= Task directions =
What is the number of lines in the entries that contain the word "Ferndale"? Reply with that number only.

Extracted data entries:
▼

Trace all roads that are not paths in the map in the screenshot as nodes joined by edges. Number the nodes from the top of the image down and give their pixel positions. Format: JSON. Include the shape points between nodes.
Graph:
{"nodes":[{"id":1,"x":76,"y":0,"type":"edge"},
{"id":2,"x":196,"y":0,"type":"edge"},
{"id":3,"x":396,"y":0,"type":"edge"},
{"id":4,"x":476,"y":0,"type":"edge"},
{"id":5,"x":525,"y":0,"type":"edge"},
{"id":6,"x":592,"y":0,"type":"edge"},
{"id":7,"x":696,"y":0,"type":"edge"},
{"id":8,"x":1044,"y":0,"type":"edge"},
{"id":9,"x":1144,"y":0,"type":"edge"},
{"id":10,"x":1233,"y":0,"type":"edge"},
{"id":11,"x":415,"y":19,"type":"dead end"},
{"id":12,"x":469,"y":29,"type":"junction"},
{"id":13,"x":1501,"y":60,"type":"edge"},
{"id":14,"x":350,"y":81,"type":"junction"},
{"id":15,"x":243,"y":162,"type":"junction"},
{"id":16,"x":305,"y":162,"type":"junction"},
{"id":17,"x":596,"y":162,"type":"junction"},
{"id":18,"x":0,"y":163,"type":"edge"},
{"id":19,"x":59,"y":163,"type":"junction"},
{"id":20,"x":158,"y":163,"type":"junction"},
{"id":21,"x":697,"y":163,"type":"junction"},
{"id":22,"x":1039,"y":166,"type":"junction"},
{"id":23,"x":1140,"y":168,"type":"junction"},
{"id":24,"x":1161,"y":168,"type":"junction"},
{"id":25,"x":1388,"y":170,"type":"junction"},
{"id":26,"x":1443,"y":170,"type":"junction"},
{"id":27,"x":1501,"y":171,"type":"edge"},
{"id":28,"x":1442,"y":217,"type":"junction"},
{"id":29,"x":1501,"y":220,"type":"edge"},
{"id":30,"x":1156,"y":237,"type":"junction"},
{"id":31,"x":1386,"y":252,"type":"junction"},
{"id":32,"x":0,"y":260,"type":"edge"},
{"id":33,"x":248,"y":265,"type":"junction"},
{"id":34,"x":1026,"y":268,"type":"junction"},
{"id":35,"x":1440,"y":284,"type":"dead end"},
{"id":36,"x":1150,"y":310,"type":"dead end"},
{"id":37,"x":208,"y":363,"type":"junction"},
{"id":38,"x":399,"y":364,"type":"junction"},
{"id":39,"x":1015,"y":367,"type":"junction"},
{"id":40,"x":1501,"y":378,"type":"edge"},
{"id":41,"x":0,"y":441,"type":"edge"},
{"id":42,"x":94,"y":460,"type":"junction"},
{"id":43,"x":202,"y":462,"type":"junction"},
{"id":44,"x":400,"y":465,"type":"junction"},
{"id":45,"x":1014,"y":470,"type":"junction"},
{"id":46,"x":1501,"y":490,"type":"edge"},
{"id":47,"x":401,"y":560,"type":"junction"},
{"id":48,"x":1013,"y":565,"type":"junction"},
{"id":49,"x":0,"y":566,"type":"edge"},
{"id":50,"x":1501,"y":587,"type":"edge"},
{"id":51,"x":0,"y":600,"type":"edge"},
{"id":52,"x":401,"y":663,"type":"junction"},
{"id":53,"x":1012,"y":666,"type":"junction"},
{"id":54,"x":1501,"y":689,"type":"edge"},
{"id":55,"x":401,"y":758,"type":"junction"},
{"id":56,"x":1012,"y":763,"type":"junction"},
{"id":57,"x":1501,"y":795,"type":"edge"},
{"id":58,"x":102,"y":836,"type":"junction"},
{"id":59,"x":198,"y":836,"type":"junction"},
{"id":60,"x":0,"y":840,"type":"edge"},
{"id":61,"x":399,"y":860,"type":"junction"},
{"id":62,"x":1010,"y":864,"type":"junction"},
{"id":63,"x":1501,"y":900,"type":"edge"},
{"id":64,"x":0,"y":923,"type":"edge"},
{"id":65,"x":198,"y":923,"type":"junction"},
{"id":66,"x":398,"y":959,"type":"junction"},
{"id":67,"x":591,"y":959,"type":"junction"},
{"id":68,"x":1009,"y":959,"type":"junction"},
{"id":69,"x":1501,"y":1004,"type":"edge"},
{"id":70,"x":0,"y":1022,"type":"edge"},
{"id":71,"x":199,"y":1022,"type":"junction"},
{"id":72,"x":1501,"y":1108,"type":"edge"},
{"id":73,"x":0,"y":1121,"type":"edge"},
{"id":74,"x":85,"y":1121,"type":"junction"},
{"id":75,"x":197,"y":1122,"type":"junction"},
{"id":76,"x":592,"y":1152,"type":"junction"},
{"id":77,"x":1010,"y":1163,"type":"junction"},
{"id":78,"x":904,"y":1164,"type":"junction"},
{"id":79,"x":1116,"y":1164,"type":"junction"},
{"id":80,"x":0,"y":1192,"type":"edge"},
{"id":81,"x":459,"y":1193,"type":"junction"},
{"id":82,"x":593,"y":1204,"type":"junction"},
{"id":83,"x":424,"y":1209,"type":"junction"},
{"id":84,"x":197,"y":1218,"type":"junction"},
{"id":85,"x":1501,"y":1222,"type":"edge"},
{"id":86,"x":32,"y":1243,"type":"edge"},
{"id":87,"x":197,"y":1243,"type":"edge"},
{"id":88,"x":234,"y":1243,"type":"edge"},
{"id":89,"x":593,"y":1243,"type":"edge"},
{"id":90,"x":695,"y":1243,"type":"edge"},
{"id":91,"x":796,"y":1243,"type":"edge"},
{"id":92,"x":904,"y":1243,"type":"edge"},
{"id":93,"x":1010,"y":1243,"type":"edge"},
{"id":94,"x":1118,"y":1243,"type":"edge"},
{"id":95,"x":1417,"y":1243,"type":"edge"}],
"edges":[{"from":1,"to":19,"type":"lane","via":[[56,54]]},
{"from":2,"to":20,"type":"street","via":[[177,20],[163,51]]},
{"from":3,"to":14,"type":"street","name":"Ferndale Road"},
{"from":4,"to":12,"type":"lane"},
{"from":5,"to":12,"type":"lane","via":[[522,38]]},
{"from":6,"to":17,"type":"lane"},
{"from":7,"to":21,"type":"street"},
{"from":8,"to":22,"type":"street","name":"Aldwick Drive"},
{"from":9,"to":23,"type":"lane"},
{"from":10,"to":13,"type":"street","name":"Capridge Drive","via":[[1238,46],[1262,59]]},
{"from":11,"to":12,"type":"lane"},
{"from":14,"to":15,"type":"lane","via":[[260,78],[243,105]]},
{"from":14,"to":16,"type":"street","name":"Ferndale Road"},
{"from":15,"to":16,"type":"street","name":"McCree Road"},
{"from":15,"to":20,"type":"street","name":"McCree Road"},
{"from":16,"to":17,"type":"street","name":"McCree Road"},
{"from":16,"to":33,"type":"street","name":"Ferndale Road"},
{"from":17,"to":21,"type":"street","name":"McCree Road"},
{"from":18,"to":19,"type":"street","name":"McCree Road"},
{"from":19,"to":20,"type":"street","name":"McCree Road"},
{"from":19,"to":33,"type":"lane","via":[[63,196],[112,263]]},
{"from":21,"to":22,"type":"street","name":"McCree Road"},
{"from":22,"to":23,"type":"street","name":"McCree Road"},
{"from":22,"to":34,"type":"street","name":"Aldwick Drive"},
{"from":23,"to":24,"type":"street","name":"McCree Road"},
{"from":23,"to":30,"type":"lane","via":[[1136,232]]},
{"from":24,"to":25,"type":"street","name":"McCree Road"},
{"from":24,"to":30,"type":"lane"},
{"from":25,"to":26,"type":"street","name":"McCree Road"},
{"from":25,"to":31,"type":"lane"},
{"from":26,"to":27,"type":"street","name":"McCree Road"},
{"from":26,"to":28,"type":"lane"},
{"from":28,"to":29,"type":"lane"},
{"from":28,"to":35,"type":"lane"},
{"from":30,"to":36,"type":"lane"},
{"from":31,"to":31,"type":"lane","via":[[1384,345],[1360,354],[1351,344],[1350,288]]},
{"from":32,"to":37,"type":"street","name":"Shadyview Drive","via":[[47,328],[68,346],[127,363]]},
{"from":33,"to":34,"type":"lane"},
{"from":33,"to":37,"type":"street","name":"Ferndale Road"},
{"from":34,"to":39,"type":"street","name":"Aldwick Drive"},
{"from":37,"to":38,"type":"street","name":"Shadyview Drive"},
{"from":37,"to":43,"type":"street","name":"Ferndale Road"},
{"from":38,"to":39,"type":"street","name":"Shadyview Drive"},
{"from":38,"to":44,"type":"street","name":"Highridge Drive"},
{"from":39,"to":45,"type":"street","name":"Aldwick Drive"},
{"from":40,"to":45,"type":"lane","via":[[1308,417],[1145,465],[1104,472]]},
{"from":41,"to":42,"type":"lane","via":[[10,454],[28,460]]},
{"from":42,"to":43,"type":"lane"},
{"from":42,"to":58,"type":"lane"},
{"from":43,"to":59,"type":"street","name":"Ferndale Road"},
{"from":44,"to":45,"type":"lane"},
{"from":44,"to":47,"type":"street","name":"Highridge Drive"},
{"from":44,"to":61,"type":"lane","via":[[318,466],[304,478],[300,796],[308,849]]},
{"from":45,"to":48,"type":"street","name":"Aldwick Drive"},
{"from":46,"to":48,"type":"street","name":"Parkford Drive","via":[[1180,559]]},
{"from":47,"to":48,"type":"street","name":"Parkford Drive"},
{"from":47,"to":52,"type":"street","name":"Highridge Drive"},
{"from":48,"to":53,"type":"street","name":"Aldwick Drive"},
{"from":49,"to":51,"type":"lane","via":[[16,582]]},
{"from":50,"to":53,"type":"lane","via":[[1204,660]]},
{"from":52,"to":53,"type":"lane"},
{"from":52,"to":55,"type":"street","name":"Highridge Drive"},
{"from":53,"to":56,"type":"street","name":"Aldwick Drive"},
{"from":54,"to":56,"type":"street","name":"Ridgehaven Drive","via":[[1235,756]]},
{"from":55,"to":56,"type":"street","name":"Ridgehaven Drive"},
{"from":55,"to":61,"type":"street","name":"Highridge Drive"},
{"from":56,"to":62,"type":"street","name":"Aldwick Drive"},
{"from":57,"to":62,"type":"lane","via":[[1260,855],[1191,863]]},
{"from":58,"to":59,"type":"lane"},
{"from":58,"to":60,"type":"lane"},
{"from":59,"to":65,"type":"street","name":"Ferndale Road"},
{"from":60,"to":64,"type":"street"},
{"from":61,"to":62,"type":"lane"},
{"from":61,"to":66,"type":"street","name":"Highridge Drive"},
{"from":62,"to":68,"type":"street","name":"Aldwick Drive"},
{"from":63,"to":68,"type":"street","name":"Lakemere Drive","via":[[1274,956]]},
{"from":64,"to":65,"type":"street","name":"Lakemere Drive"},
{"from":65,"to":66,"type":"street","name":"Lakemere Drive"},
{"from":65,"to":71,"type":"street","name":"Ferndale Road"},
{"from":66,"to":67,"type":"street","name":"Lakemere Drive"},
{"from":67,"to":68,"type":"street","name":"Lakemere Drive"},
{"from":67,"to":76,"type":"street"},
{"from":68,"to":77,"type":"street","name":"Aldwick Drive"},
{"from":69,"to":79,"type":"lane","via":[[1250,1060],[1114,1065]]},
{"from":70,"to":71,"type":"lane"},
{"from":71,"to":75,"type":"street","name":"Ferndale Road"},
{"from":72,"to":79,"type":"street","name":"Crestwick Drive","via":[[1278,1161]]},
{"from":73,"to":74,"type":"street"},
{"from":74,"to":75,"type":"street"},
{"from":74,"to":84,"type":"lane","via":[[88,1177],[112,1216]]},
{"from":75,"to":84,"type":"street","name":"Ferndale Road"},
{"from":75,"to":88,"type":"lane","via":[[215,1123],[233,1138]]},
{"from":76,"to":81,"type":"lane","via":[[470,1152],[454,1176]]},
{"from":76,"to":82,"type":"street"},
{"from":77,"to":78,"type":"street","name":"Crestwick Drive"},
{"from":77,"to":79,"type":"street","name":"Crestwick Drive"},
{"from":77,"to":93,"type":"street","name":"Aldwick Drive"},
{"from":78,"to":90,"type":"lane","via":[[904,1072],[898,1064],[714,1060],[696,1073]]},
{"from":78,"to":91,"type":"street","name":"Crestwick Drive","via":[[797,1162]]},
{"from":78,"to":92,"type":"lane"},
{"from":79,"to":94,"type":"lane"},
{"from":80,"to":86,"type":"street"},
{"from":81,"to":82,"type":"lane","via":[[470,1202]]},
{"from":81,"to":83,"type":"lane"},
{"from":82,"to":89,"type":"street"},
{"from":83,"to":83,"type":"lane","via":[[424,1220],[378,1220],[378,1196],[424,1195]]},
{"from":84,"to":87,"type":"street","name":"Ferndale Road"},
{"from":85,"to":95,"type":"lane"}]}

▲

= Output for this exercise =
11